Foundry are the roasters we all know and love. Their pedigree speaks for itself.

Newer on the block, Cupper Joe is a coffee company providing training for home baristas and a pop-up coffee shop for events.

Both companies are focussed on *quality *and passionate about coffee education, information and most importantly enjoying a good Cupper coffee!









This workshop will include everything from breakfast to several brewing methods and more, for a fantastic price.

If you are interested in any of these


Getting started with *filter coffee brewing*


*Improving *your filter coffee brewing

Adding to your *coffee knowledge* and describing aromas and flavours

Meeting fellow *coffee enthusiasts*

Enjoying a *jolly nice* morning out.


then this event is for you.

Click here to see the full detail and purchase your ticket via Foundry's website.

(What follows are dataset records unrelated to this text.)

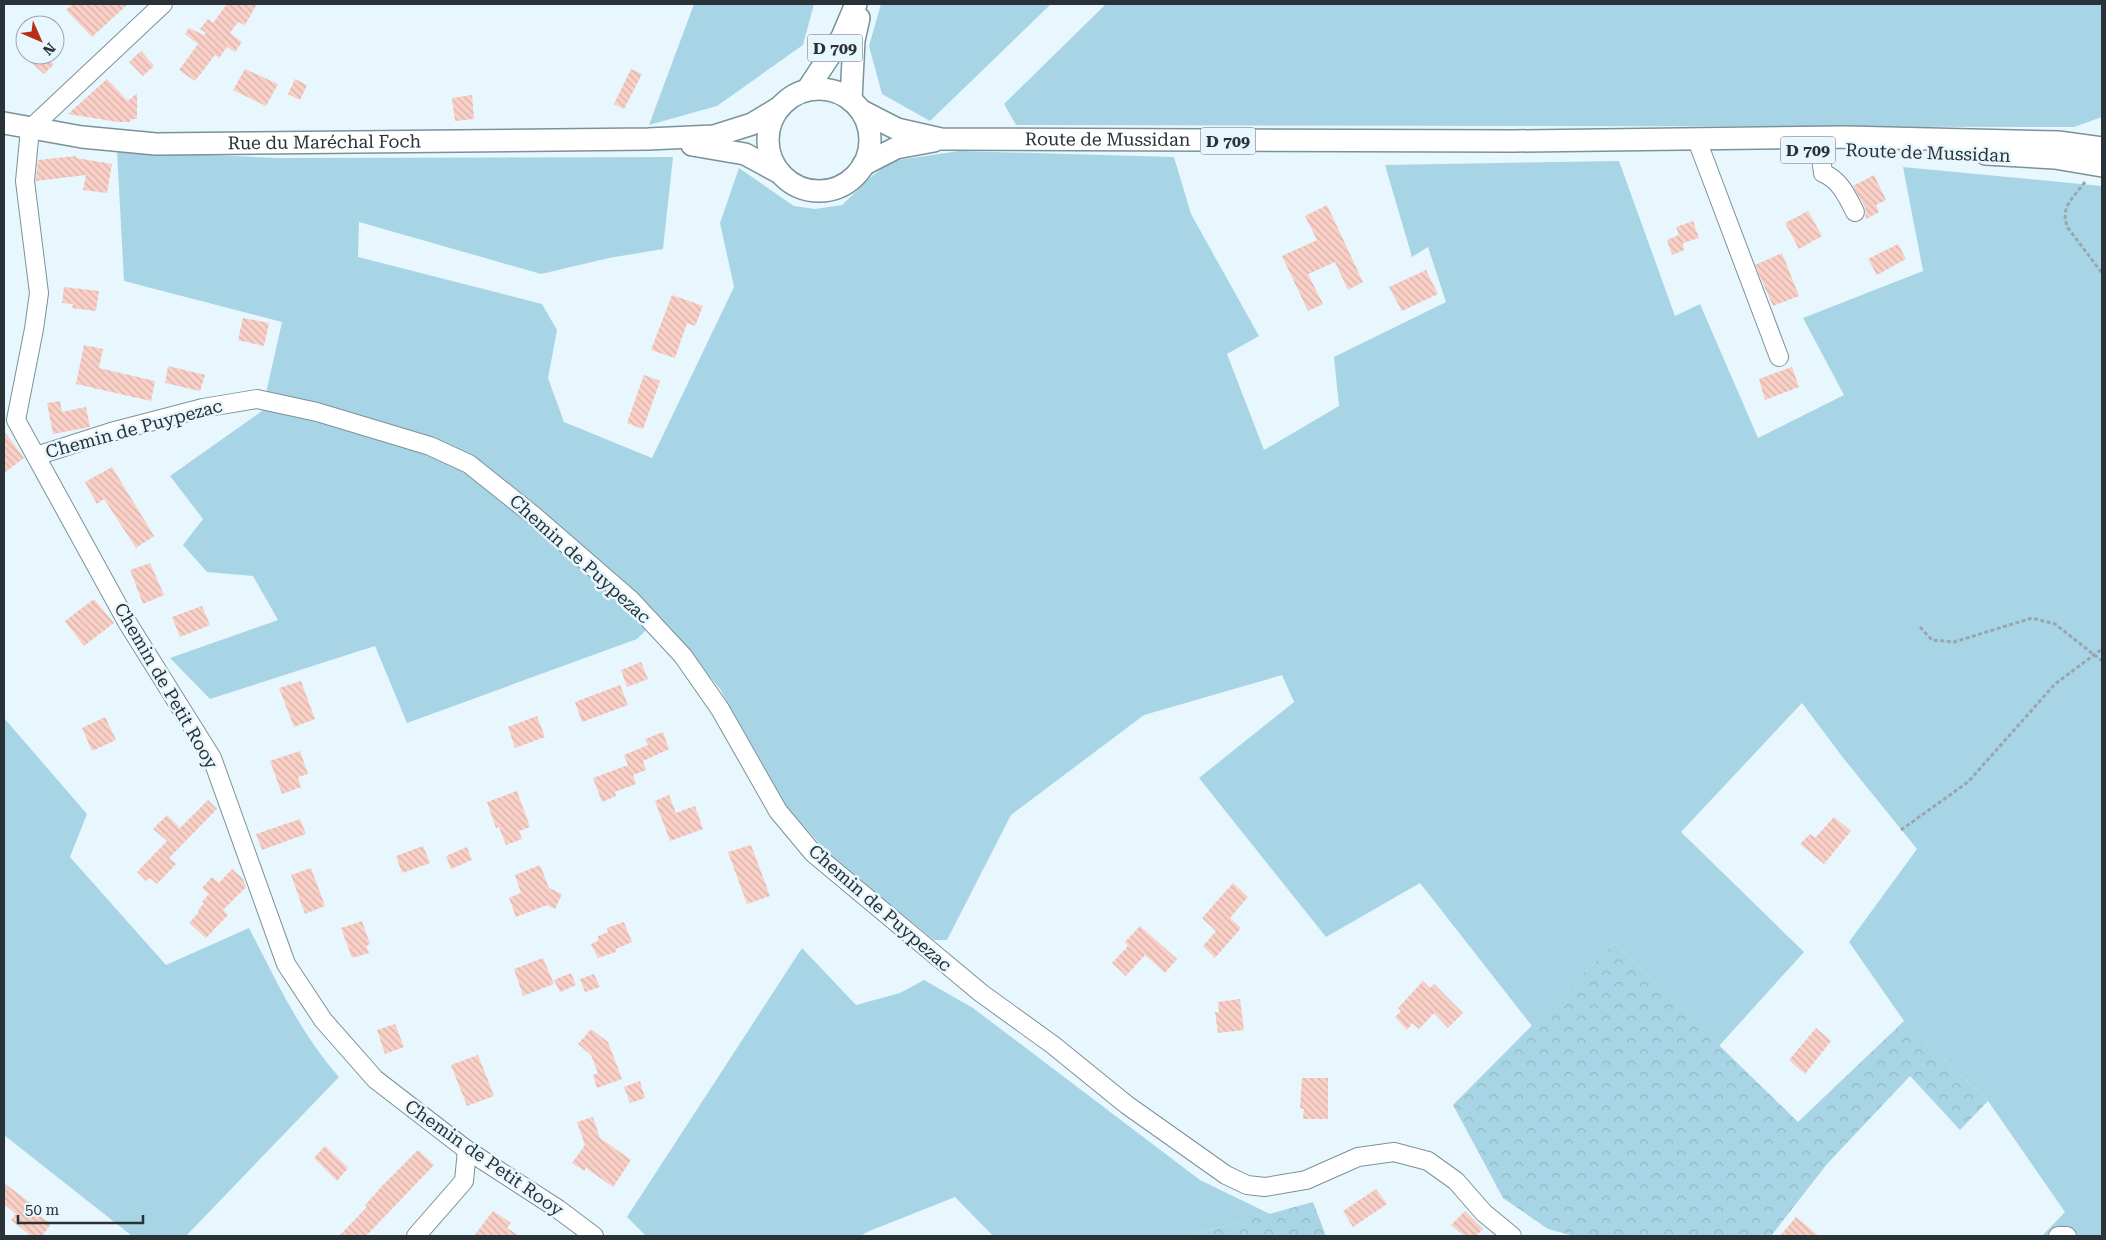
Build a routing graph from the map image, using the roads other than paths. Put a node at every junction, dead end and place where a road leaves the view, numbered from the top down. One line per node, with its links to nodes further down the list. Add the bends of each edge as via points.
1 (163, 4): 8 (street)
2 (856, 4): 4 (main road, D 709, via 842,37)
3 (862, 4): 5 (main road, D 709, via 854,40)
4 (807, 90): 5 (main road, via 839,92); 6 (main road, via 792,96)
5 (857, 105): 9 (main road, Route de Mussidan / D 709, via 897,129); 14 (main road, via 868,125 870,140 868,157)
6 (780, 107): 10 (main road, Rue du Maréchal Foch, via 752,124 714,136); 15 (main road, via 768,133 768,148)
7 (4, 123): 8 (main road, Rue du Maréchal Foch)
8 (30, 129): 10 (main road, Rue du Maréchal Foch, via 156,144); 18 (street, Chemin de Petit Rooy, via 25,181 39,294 16,420)
9 (942, 139): 11 (main road, Route de Mussidan / D 709); 14 (main road, Route de Mussidan / D 709, via 896,148)
10 (648, 140): 15 (main road, Rue du Maréchal Foch, via 745,154)
11 (1700, 143): 12 (main road, Route de Mussidan / D 709); 13 (main road, Route de Mussidan / D 709, via 1856,137 2058,142); 17 (street)
12 (1820, 150): 13 (main road, Route de Mussidan / D 709, via 1962,152 2054,158); 16 (street, via 1823,173 1831,176 1844,190)
13 (2098, 152)
14 (863, 165): 15 (main road, via 859,173 845,184 828,190 810,191 794,185)
15 (780, 173)
16 (1855, 212)
17 (1779, 357)
18 (36, 456): 19 (street, Chemin de Petit Rooy, via 127,622 212,758 286,964 323,1020 375,1078); 22 (street, Chemin de Puypezac, via 203,408 258,399 317,412 420,443 469,464 631,600 683,656 720,708 778,811 813,853 981,993 1135,1110 1226,1175 1248,1185 1265,1187 1306,1180 1358,1157 1394,1152 1428,1161 1456,1181 1484,1213)
19 (468, 1150): 20 (street, via 464,1181); 21 (street, Chemin de Petit Rooy)
20 (424, 1234)
21 (594, 1236)
22 (1512, 1236)
23 (2058, 1236): 24 (street)
24 (2066, 1236)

p.s. this is an unusually high quality event with a limited number of tickets. We'd recommend you move fast and book-in if you're interested to attend









p.p.s Glenn has confirmed it's ok to post about the event. Look forward to seeing some of you there.


----------



## Stanic (Dec 12, 2015)

Very good price and attractive offer


----------



## jlarkin (Apr 26, 2015)

Stanic said:


> Very good price and attractive offer


Thanks, we think it will be a really good morning. Shame you're likely a bit far away


----------



## Stanic (Dec 12, 2015)

I'd definitely attend if I could


----------



## Mrboots2u (May 10, 2013)

Stanic said:


> I'd definitely attend if I could


Start hitch hiking now....


----------



## Stanic (Dec 12, 2015)

I actually did cross europe twice hitchhiking 20 years ago


----------



## jlarkin (Apr 26, 2015)

Stanic said:


> I actually did cross europe twice hitchhiking 20 years ago


Maybe I'll hitchhike up to Sheffield just for giggles, might be a good first blog post!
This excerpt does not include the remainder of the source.